反驳的是一名不起眼的知州,他也是觉得现在谈论正事,世子即便是发疯也不可能随地发疯吧?
然则众人视线齐齐看来又让他坐立难安,那眼神难以言状,双眸中分明写了两个大字。
冤种!
有了知府和郡守的前车之鉴,众人心里即便百八十个不认同也不会吭声,架不住反驳那人嘴快。
心里有就道出来了,现在再看……后悔的只想给自己两巴掌,嘴快个什么劲?
“说得好!”
就在男人在主动掌掴还是撑着脸面间横跳时,张洞庭一声大喝吓的他差点从椅子上摔下去。
“世子见……”
男人刚要告罪,脑子突然反应过来,世子在夸他?
“若你富甲一方,让你散尽家财只为造福百姓,你干不干?”
上扬的嘴角刚有个弧度,男人神情立时僵住。
世子是什么意思?
想掏他腰包吗?!
赵世超和郑仁闻言实打实的松了口气,刚才他们还以为世子叫他们来,是要他们两家商号散财呢,心中可是好一番纠结。
如今看来,家财暂时保住了。
“嗯?”
张洞庭一声低哼,男人面色微变。
“下官……下官微薄俸禄,世子但有所需,下官自当竭尽全力。”
“只是下官那点家底,与富商而言不过微末,实在难解万民水深火热。”
男人纠结极了,省吃俭用十几载,如今却要当回散财童子,说实话他十分不愿。
天下富商不知凡几,他们手指缝里漏点都比自己全部家当多,为什么世子非得逮着他一人薅?

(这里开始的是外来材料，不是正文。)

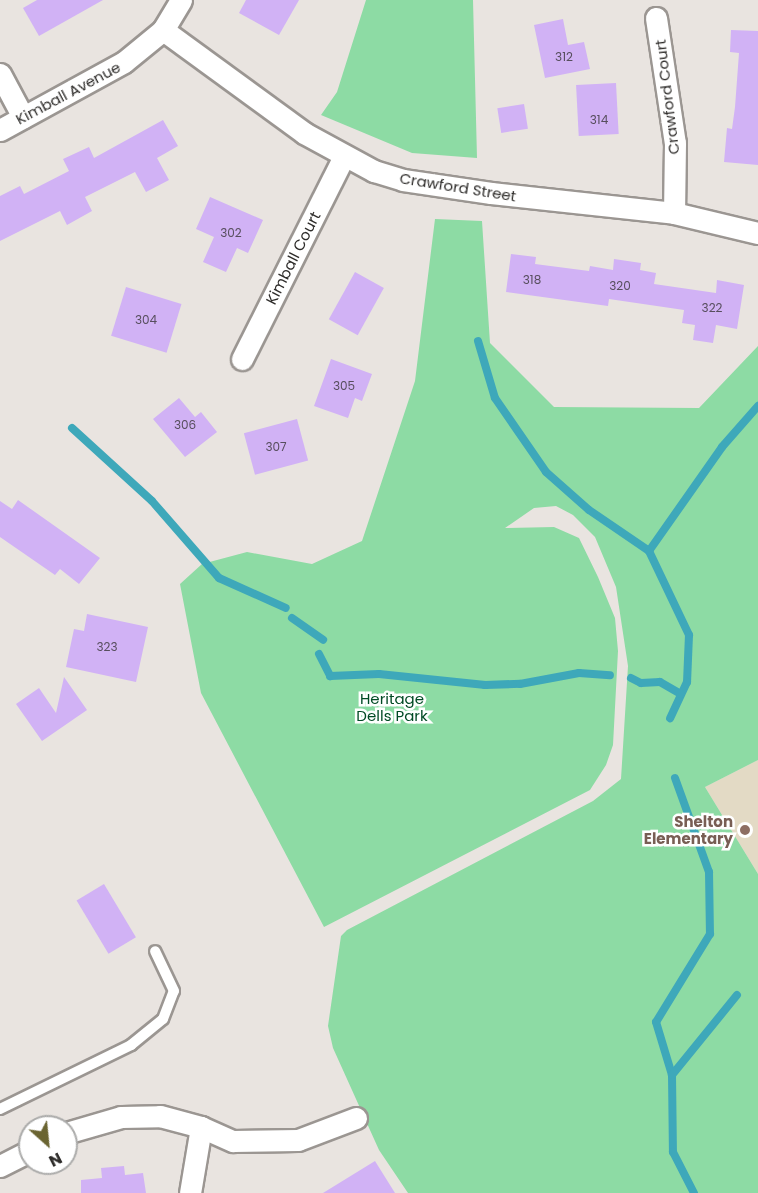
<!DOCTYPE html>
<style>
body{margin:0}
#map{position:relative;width:758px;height:1193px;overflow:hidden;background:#e9e4e0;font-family:Poppins,sans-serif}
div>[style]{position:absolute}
.education>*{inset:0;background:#e3dac5}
.green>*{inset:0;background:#8ddba4}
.stream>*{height:8px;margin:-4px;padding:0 4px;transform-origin:4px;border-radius:4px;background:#3ea8ba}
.building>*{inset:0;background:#d1b2f5;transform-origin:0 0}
.roads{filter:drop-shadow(2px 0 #9b9692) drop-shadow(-2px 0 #9b9692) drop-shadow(0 2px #9b9692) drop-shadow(0 -2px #9b9692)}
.lane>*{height:10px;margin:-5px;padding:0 5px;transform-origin:5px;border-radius:5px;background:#fff}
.street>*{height:21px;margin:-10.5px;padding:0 10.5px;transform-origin:10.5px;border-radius:10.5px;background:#fff}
.dots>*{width:16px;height:16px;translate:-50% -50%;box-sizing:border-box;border:3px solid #fff;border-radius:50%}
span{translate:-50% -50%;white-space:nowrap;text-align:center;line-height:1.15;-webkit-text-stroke:5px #fff;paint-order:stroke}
.number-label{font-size:12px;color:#574e5d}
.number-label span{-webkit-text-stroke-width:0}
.street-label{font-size:15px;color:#2e2c2a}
.park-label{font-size:15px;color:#014a24}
.education-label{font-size:15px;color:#785e54;font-weight:700}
.right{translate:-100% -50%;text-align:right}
.north{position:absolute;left:18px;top:1115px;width:60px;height:60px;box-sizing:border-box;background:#fff;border:2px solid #ababaa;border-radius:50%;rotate:153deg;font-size:16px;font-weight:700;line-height:24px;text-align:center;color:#2e2c2a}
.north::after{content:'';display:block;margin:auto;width:21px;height:27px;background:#6a6431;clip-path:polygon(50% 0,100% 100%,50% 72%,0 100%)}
</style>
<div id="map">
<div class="education">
<i style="clip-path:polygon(758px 760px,758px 874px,705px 787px)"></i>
</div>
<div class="green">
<i style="clip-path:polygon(366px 0,473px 0,477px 158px,412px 153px,321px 115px,337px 92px)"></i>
<i style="clip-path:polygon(435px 219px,482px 221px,490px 343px,554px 407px,699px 408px,758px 346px,758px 760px,705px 787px,758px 874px,758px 1193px,408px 1193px,379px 1150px,333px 1048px,328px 1026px,341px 936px,347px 930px,593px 801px,621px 779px,628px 666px,616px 587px,595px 537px,573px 515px,556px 506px,534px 508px,505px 528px,554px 527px,579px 538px,598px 577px,615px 618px,618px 651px,613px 745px,606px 765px,590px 790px,324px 927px,201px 693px,180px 584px,202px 564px,247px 552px,312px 564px,362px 541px,415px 381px)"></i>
</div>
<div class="stream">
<i style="left:478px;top:341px;width:59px;rotate:73.4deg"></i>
<i style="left:495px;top:398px;width:90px;rotate:55.4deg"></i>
<i style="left:546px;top:472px;width:57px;rotate:41.5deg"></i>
<i style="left:589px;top:510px;width:73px;rotate:34.3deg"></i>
<i style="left:649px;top:551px;width:93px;rotate:64.5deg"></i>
<i style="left:689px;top:635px;width:47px;rotate:92.4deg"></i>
<i style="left:687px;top:682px;width:40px;rotate:115deg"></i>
<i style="left:72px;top:428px;width:108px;rotate:42.4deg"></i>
<i style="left:152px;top:501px;width:102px;rotate:49deg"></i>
<i style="left:219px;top:578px;width:73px;rotate:24.1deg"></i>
<i style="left:649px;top:551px;width:127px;rotate:-54.9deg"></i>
<i style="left:722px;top:447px;width:55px;rotate:-48.7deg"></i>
<i style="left:292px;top:618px;width:38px;rotate:35deg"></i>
<i style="left:319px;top:654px;width:25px;rotate:63deg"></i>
<i style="left:330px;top:676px;width:49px;rotate:-2.3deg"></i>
<i style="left:379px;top:674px;width:107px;rotate:5.9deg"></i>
<i style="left:485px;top:685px;width:35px;rotate:-2deg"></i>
<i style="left:520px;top:684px;width:60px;rotate:-10.6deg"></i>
<i style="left:579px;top:673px;width:31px;rotate:4deg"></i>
<i style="left:631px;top:678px;width:11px;rotate:27deg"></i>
<i style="left:641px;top:683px;width:19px;rotate:-3deg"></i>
<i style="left:660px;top:682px;width:24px;rotate:30deg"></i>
<i style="left:675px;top:778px;width:100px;rotate:70.1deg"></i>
<i style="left:709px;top:872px;width:62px;rotate:89.1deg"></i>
<i style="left:710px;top:934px;width:103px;rotate:121.5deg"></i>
<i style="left:656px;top:1022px;width:55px;rotate:73.2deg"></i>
<i style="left:672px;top:1075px;width:77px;rotate:89.3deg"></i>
<i style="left:673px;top:1152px;width:46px;rotate:62.9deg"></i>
<i style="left:672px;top:1075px;width:103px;rotate:-50.9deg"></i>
</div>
<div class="building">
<i style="clip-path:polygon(37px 0,103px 0,39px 36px,23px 8px)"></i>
<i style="clip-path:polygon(246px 0,299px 0,279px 35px,239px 13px)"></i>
<i style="clip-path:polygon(563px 19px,568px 45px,584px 42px,590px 69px,545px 78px,534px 25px)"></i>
<i style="clip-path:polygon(731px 30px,758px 31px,758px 165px,724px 162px,727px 128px,732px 129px,735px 107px,739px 53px,730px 52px)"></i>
<i style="left:616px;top:83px;width:51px;height:40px;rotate:87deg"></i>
<i style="left:524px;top:104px;width:25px;height:27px;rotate:81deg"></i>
<i style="clip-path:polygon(163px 120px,178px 146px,157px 158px,169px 180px,146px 192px,135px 172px,85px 197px,92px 211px,67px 225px,60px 211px,0 241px,0 196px,20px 186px,24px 194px,69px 171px,63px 159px,89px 147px,94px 158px)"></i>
<i style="clip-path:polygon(210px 197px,263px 220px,248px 253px,237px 248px,226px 272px,203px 262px,214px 237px,196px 229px)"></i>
<i style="clip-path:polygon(511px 254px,536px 257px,535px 264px,589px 271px,590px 266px,613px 270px,614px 259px,641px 263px,640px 270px,656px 273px,654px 284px,716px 293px,717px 280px,744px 285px,737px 329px,716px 325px,713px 343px,693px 340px,695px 325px,682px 323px,684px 310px,609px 299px,608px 306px,506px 292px)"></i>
<i style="left:355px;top:272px;width:33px;height:54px;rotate:29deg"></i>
<i style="left:126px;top:287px;width:58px;height:51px;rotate:17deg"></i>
<i style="clip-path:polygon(331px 359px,372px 374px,362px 401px,355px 398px,348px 418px,314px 406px)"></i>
<i style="clip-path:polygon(179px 398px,195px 417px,201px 412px,217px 432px,185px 457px,153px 419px)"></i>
<i style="left:297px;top:419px;width:43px;height:55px;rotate:75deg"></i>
<i style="clip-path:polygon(18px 500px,100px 558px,79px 584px,60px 569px,55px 575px,0 537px,0 501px,12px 509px)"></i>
<i style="clip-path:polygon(87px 614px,148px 627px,136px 682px,66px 667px,74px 629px,84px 631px)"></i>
<i style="clip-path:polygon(64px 677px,87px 710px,42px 741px,16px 704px,39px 688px,56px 713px)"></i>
<i style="left:104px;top:884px;width:62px;height:32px;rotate:59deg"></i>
<i style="clip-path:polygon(375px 1161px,395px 1193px,323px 1193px)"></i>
<i style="clip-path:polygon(124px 1166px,125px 1175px,143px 1173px,146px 1193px,81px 1193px,81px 1180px,102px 1178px,101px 1168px)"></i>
</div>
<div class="roads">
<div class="lane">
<i style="left:0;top:1109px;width:146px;rotate:-26deg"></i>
<i style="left:131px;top:1045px;width:41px;rotate:-39.1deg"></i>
<i style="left:163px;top:1019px;width:30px;rotate:-69deg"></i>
<i style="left:174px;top:991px;width:44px;rotate:-115.4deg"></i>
</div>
<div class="street">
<i style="left:656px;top:18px;width:126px;rotate:81.4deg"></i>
<i style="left:675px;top:143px;width:70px;rotate:90.8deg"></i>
<i style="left:163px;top:30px;width:175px;rotate:36.1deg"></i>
<i style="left:304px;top:133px;width:80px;rotate:28.5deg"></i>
<i style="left:374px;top:171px;width:30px;rotate:17deg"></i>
<i style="left:403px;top:180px;width:89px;rotate:8.4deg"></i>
<i style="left:491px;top:193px;width:184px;rotate:6.2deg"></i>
<i style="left:674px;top:213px;width:86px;rotate:13.4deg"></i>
<i style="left:0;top:74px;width:49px;rotate:61.9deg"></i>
<i style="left:0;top:130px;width:141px;rotate:-28.7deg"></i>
<i style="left:124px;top:62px;width:50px;rotate:-39.4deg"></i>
<i style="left:163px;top:30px;width:35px;rotate:-59deg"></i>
<i style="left:242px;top:359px;width:225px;rotate:-63.3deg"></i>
<i style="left:66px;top:1133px;width:57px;rotate:-16.2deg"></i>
<i style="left:121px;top:1117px;width:39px;rotate:-1deg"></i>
<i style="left:160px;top:1116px;width:42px;rotate:15deg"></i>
<i style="left:201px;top:1127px;width:35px;rotate:24deg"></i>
<i style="left:233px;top:1141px;width:65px;rotate:-0.9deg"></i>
<i style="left:298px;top:1140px;width:62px;rotate:-20.8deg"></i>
<i style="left:0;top:1166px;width:34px;rotate:-27deg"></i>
<i style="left:190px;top:1193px;width:67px;rotate:-80.5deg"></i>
</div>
</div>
<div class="dots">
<i style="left:745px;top:830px;background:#8d6e63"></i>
</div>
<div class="number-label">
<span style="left:564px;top:57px">312</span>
<span style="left:599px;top:120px">314</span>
<span style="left:231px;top:233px">302</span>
<span style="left:532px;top:280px">318</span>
<span style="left:620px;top:286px">320</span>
<span style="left:712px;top:308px">322</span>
<span style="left:146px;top:320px">304</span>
<span style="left:344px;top:386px">305</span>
<span style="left:185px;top:425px">306</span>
<span style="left:276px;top:447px">307</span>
<span style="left:107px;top:647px">323</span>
</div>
<div class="street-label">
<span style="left:68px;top:93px;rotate:-28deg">Kimball Avenue</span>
<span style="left:667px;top:97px;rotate:-97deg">Crawford Court</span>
<span style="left:458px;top:187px;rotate:9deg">Crawford Street</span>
<span style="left:293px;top:258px;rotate:-63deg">Kimball Court</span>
</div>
<div class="park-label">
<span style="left:392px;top:707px">Heritage<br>Dells Park</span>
</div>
<div class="education-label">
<span class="right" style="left:733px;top:830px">Shelton<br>Elementary</span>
</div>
<div class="north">N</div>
</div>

早知道刚才就使劲捂住嘴,哪怕满肚子话憋后面去也不吭声了。
张洞庭一瞬不瞬的看着男人,自然也将他变换的神色看个清楚,不禁晒然一笑。
“看吧,你也不愿。”
“人与人的悲喜并不相通,为什么非得让你散尽家财安乐百姓呢?”
男人唇角翕动,很想说世子你说的都对,但到嘴边的话又被他死死压回去。
张嘴坏所有,不能说不能说。
“你们呢?”
“兢兢业业为朝廷计,大概心思也如他一般。”
众人闻言神色各异无一人应答,事情换到他们身上,他们也不愿。
毕竟赈灾一事本该由朝廷管治,他们最大的是知府,也就领取的俸禄多点,于万千灾民来说不够塞牙缝的。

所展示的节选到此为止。